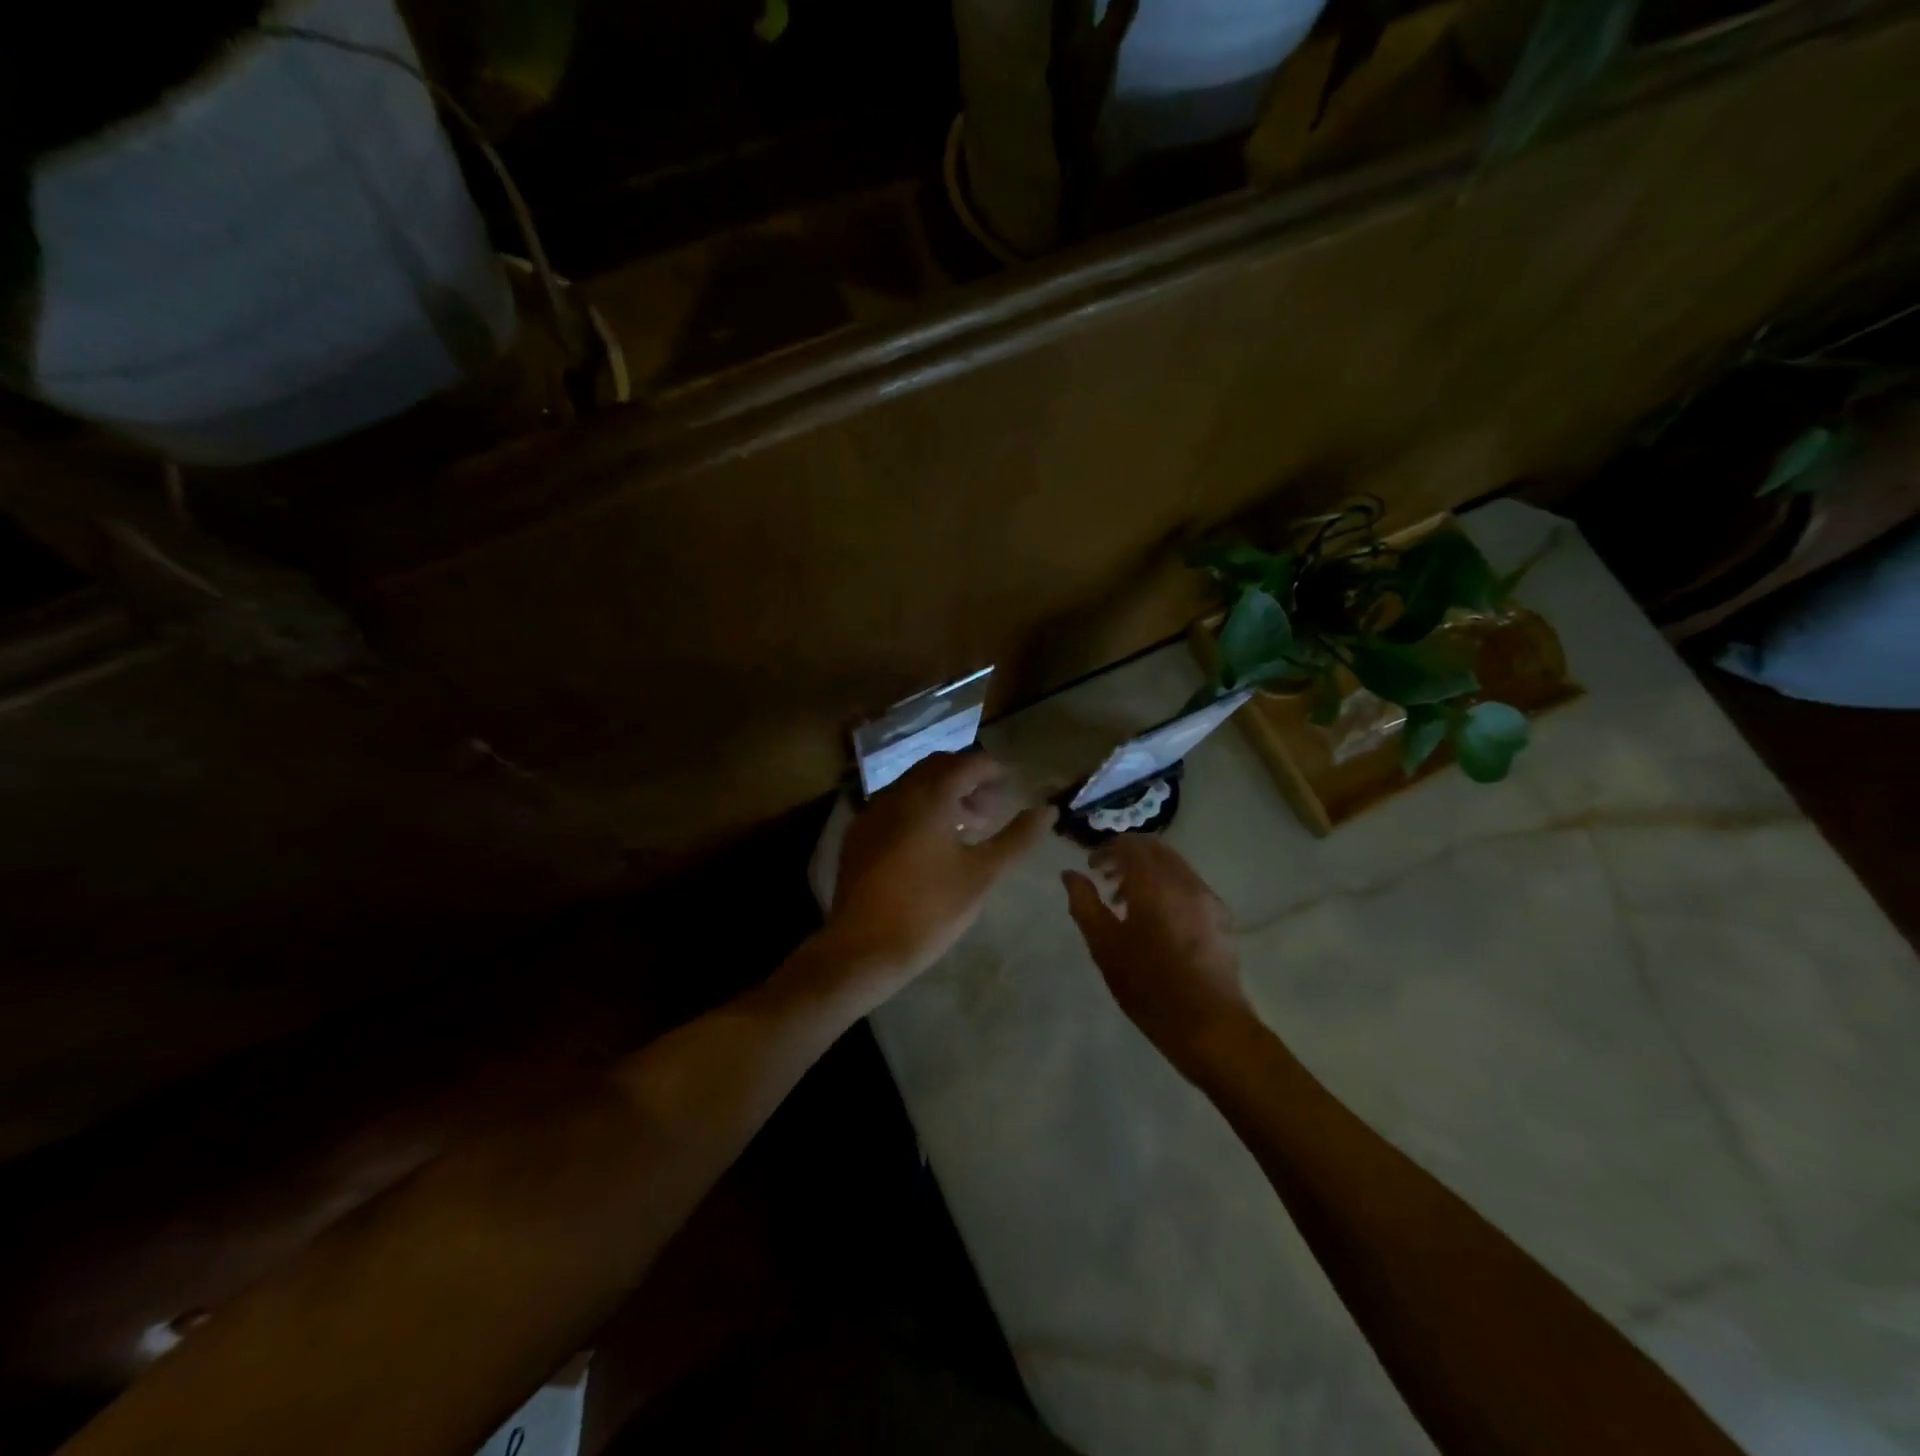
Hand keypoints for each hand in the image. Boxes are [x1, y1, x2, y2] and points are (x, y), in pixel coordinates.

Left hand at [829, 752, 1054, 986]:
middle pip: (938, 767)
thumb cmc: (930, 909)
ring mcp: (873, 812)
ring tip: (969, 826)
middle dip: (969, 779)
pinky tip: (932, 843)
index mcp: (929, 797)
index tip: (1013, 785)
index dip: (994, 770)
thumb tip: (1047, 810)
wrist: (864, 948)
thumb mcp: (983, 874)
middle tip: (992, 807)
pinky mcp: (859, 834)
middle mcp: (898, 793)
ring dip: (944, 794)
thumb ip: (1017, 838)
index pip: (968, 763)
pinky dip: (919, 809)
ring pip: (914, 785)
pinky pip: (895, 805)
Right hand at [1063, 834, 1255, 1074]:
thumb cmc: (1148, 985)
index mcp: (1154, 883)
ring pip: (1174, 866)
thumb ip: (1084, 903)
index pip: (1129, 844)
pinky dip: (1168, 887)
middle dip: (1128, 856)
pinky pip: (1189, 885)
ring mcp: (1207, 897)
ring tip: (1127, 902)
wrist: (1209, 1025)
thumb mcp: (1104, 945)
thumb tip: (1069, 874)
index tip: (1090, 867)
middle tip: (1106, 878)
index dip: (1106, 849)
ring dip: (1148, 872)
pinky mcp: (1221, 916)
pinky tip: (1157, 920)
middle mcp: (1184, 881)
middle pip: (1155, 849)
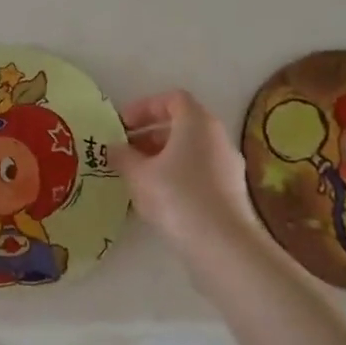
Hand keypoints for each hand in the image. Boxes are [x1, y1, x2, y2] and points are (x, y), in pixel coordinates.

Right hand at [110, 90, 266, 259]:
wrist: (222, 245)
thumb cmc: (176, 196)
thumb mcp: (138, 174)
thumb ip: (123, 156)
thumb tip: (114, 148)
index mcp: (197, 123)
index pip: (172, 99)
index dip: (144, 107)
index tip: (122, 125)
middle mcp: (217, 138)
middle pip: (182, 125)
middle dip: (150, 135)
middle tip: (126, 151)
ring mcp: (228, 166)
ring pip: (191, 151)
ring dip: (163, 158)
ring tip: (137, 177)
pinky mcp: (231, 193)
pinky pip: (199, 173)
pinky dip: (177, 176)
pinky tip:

━━━━━━━━━━━━━━━━

> [Task to carry out]
With every picture omitted, write out the material exactly from its first line through the line containing "middle dip: (969, 779)".

> [Reply to the exercise]
Hand keypoints for each hand in the image. Boxes are [x1, y1, x2, y2] and points are (x, y), in pixel coordinates.

Left hand at [829, 752, 1054, 986]:
middle pip: (938, 767)
thumb cmc: (930, 909)
ring mcp: (873, 812)
ring tip: (969, 826)
middle dip: (969, 779)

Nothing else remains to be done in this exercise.